CAPÍTULO XVIII

EL TERROR OCULTO

A Long Tom, el mago de la electricidad, le había favorecido la naturaleza con un rostro tan pálido que ponía espanto en el ánimo.. Sobre todo entrevisto en la oscuridad de la noche asumía una lividez espectral. Para atenuar hasta cierto punto aquella palidez, se la había ennegrecido frotándose el rostro con un corcho quemado y, por vía de precaución, vestía además, de negro.

Johnny, el magro arqueólogo y geólogo, el hombre de las palabras altisonantes, iba trajeado, asimismo de oscuro.

Y los dos descendían a la sazón por el camino de una montaña.

A ambos lados del camino se alineaban espesas coníferas cuyas ramas, entrelazadas, les servían de dosel. Y unida esta circunstancia al nublado espacio, tornaban la noche muy oscura.

Un perro ladró a distancia, Long Tom y Johnny hicieron alto bruscamente; Ambos sabían que el hombre que avanza en las tinieblas suele detenerse a escuchar tales sonidos, sobre todo cuando su nocturna misión es de una naturaleza siniestra.

Ambos iban siguiéndole los pasos a un sujeto determinado. Iban siguiendo la pista de Muta.

Esta tarea les había sido asignada antes de que volara Renny del campamento del conde y representara el papel del jactancioso Champ Dugan, recién llegado de la China. Las instrucciones recibidas no podían ser más simples.

—Errad por las calles, rondad las casas de la ciudad sin dejaros ver mucho —les había dicho Doc—, y recoged la mayor cantidad de informes que os sea posible. Pero no os acerquéis a las fuerzas revolucionarias ni tampoco al conde Cozonac.

—Nuestra tarea se reducirá a averiguar lo que se relacione con el invento del Barón, ¿eh? —había interrogado Long Tom.

—Eso es. Nada más nos interesa.

En el transcurso de dos días les había parecido que no iban a averiguar nada importante.

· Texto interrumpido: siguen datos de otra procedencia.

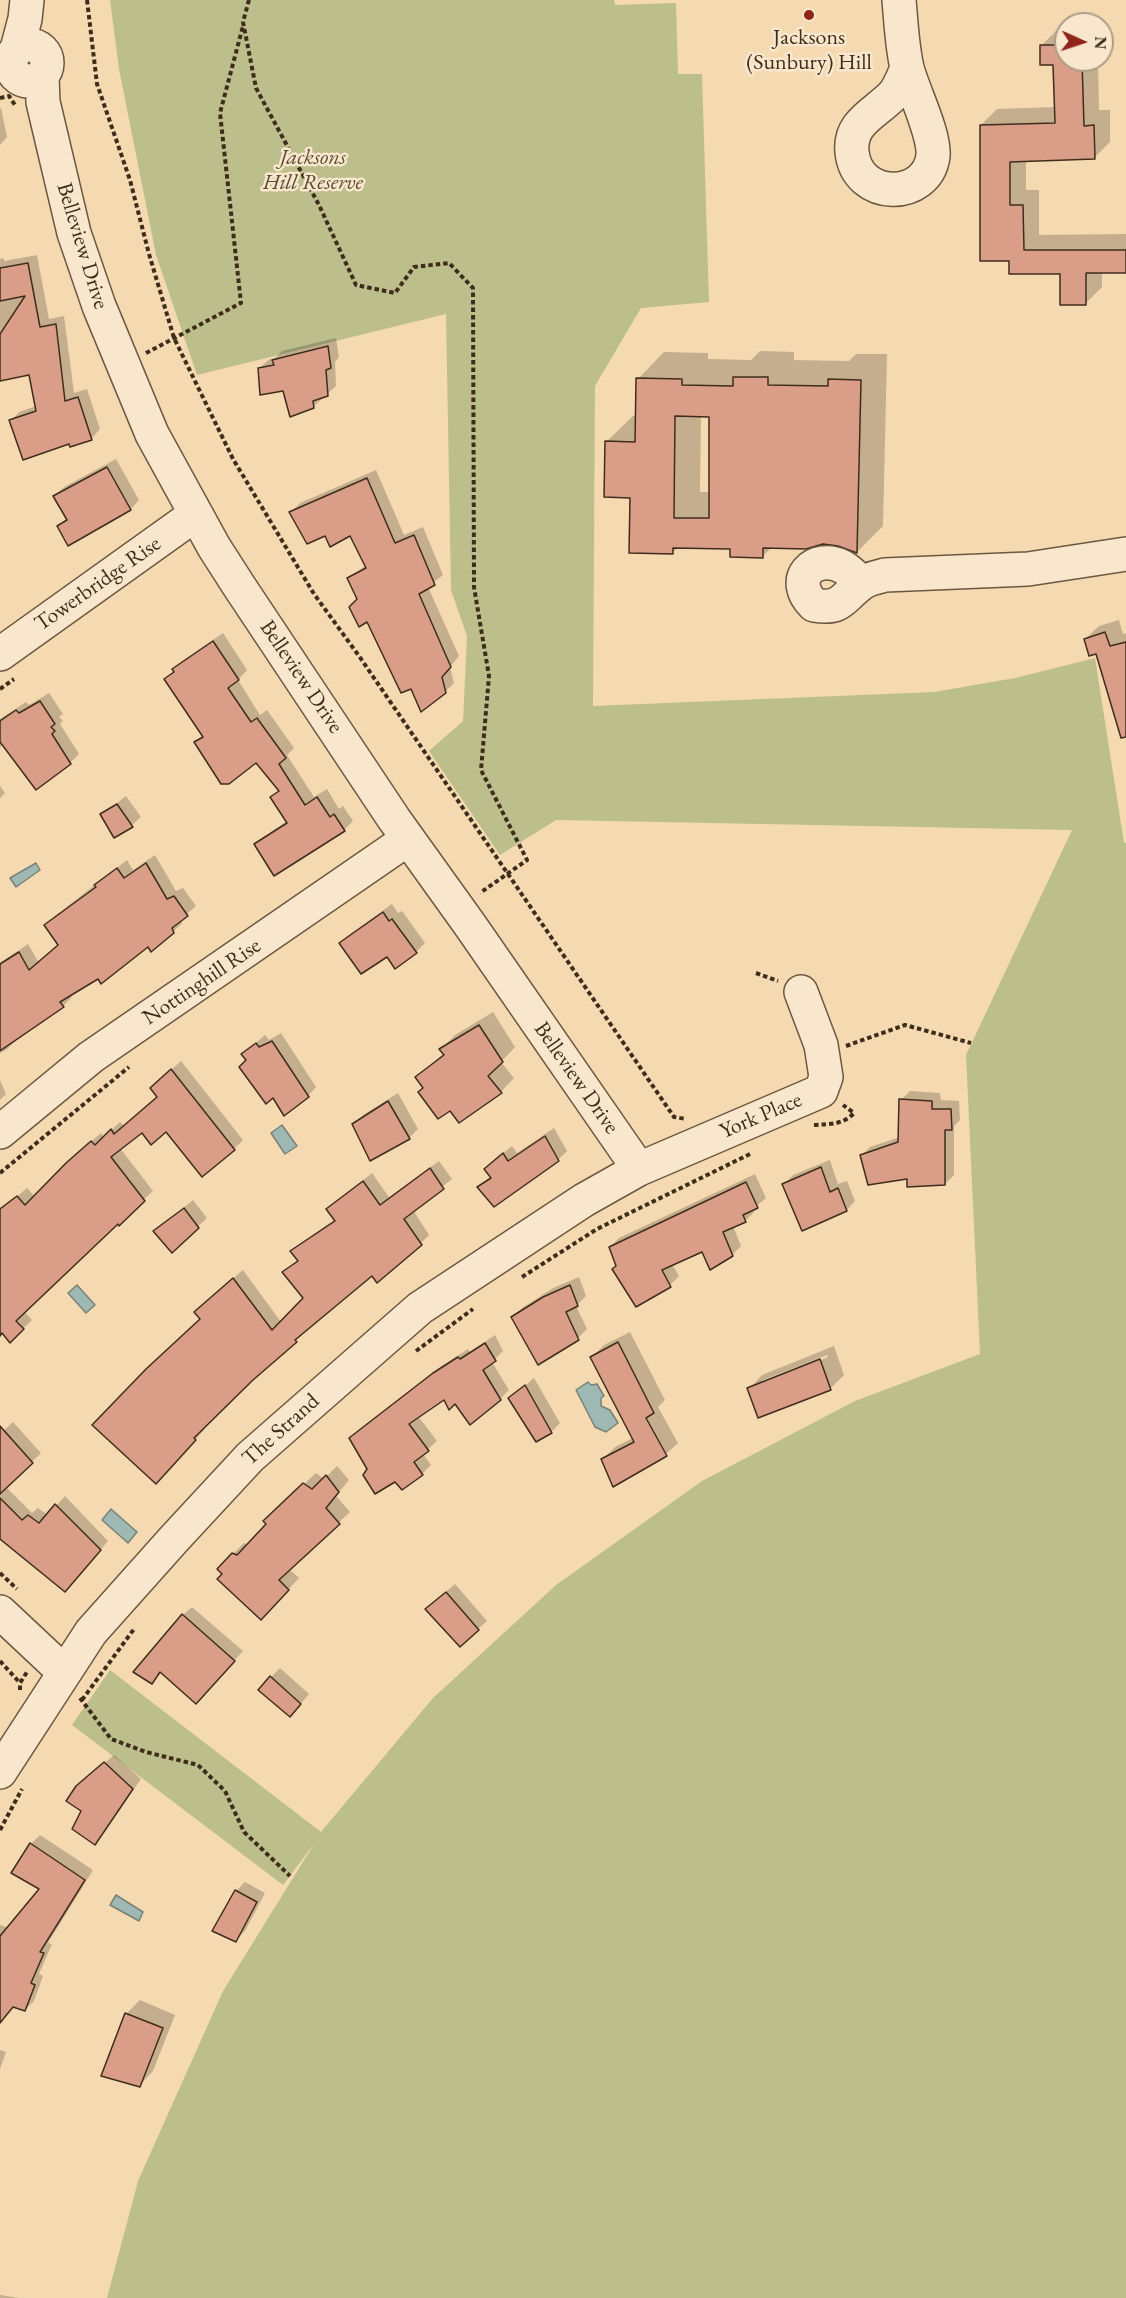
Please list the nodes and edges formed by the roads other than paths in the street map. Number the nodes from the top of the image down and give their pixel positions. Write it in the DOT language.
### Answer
graph roads {
  1 [pos="28,0"];
  2 [pos="899,0"];
  3 [pos="23,65"];
  4 [pos="907,68"];
  5 [pos="196,514"];
  6 [pos="1126,554"];
  7 [pos="862,583"];
  8 [pos="8,666"];
  9 [pos="408,839"];
  10 [pos="791,992"];
  11 [pos="0,1132"];
  12 [pos="639,1169"];
  13 [pos="0,1612"];
  14 [pos="64,1672"];
  15 [pos="12,1779"];
  1 -- 3 [label="street, Belleview Drive"];
  2 -- 4 [label="street"];
  3 -- 5 [label="street, Belleview Drive"];
  5 -- 8 [label="street, Towerbridge Rise"];
  5 -- 9 [label="street, Belleview Drive"];
  6 -- 7 [label="street"];
  9 -- 11 [label="street, Nottinghill Rise"];
  9 -- 12 [label="street, Belleview Drive"];
  10 -- 12 [label="street, York Place"];
  12 -- 14 [label="street, The Strand"];
  13 -- 14 [label="street"];
  14 -- 15 [label="street, The Strand"];
}
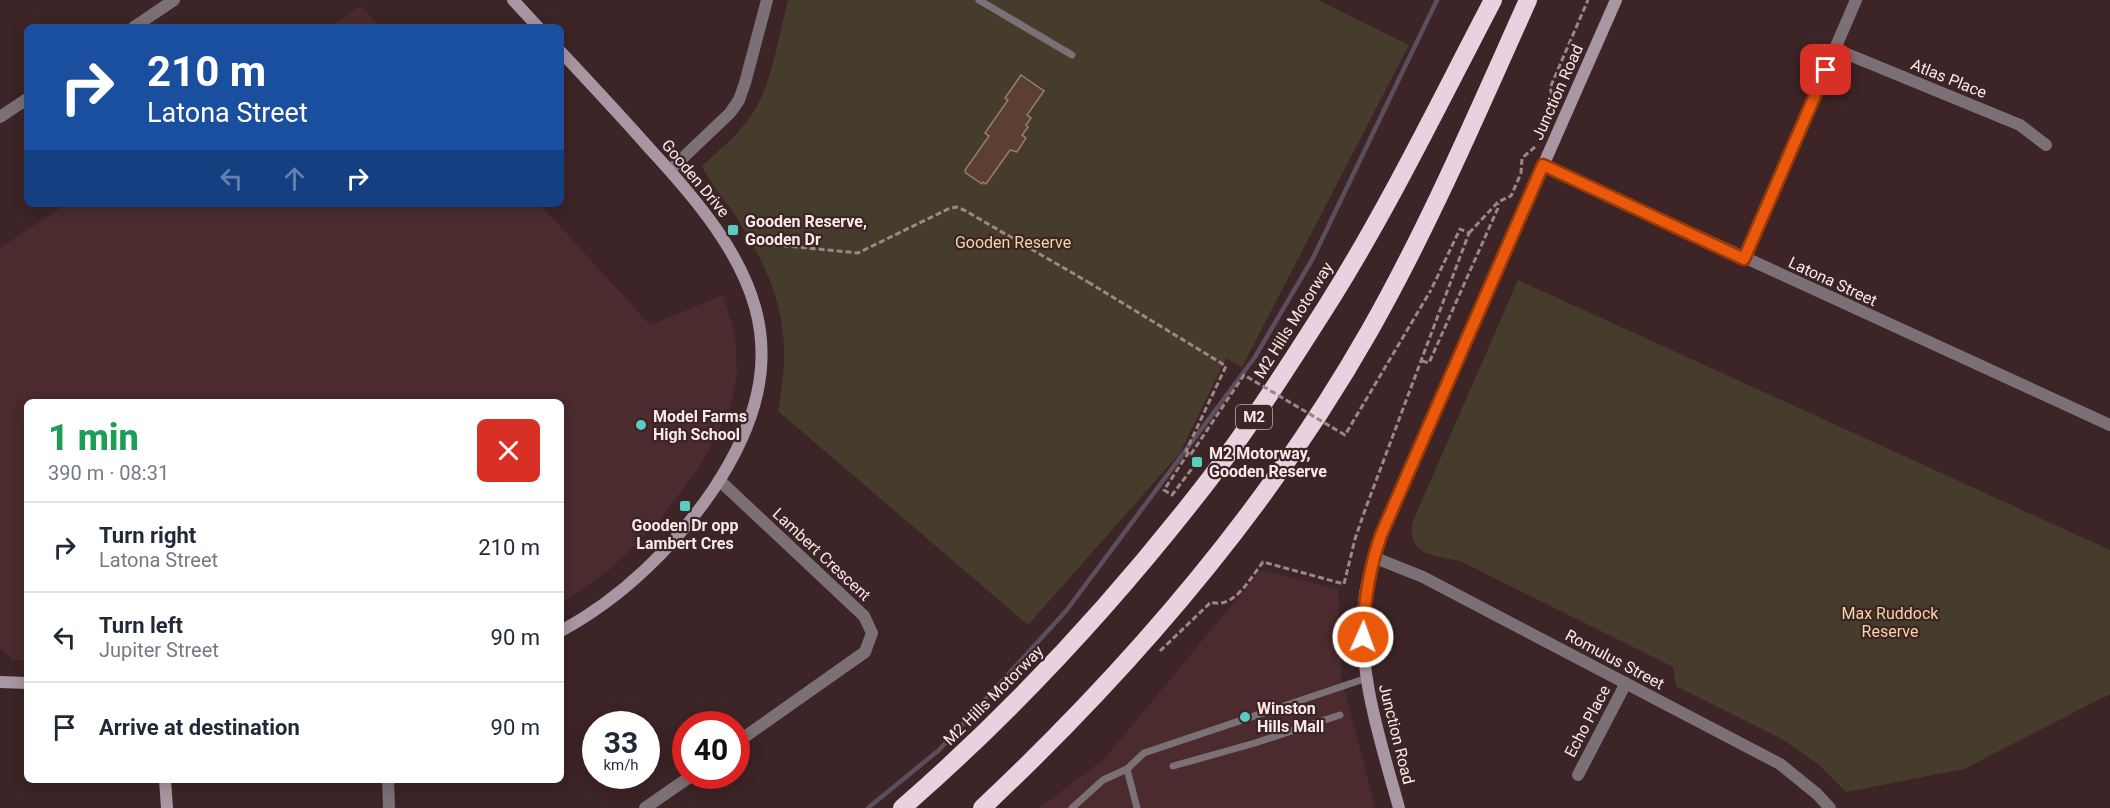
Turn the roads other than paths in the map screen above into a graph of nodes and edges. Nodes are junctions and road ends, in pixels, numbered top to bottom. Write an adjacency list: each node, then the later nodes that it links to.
1 (174, 0): 9 (street)
2 (513, 0): 10 (street)
3 (767, 0): 18 (street)
4 (979, 0): 13 (lane)
5 (1493, 0): 39 (highway, M2 Hills Motorway / M2)
6 (1528, 0): 40 (highway)
7 (1616, 0): 17 (street, Junction Road)
8 (1856, 0): 11 (street)
9 (138, 24)
10 (535, 24)
11 (1835, 49): 16 (street, Atlas Place); 19 (street)
12 (564, 55): 18 (street, Gooden Drive)
13 (1072, 55)
14 (24, 101): 15 (street)
15 (0, 117)
16 (2046, 145)
17 (1543, 165): 19 (street, Latona Street); 22 (street, Junction Road)
18 (670, 170): 21 (street, Gooden Drive)
19 (1744, 259): 20 (street, Latona Street)
20 (2110, 425)
21 (719, 480): 23 (street, Gooden Drive); 29 (street, Lambert Crescent)
22 (1374, 557): 24 (street, Junction Road); 26 (street, Romulus Street)
23 (564, 629)
24 (1367, 678): 31 (lane); 43 (street, Junction Road)
25 (0, 682): 27 (street)
26 (1626, 682): 32 (street, Echo Place); 44 (street, Romulus Street)
27 (24, 683)
28 (1340, 715): 30 (lane)
29 (750, 733)
30 (1173, 766)
31 (1127, 769): 41 (lane); 42 (lane)
32 (1578, 775)
33 (165, 783): 36 (street)
34 (388, 783): 37 (street)
35 (672, 789): 38 (street)
36 (167, 808)
37 (389, 808)
38 (645, 808)
39 (902, 808)
40 (982, 808)
41 (1072, 808)
42 (1137, 808)
43 (1399, 808)
44 (1830, 808)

Luego, hacía de ello unas horas solamente, descubrieron a Muta.

Por lo visto, el enano había estado escondido en un punto cercano del campamento rebelde.

La casa donde se hallaba al acecho era una bella granja provista, entre otras cosas, de una red telefónica. Si Muta había o no recibido ya órdenes por teléfono y si se hallaba o no en camino para llevarlas a cabo era cosa que ignoraban Long Tom y Johnny. Pero si estaban seguros de que la misión de Muta no podía ser buena.

EL perro cesó de ladrar y delante de ellos volvió a sonar el rumor acompasado de los pasos. El enano continuaba avanzando. Los dos hombres de Doc le siguieron el rastro. —Mi hipótesis es que ese renegado que nos precede es un espía— susurró Johnny al oído de su camarada.

—Sí —convino Long Tom—. Probablemente habrá estado explorando las fuerzas revolucionarias. ¡Apoderémonos de ese engendro, camarada!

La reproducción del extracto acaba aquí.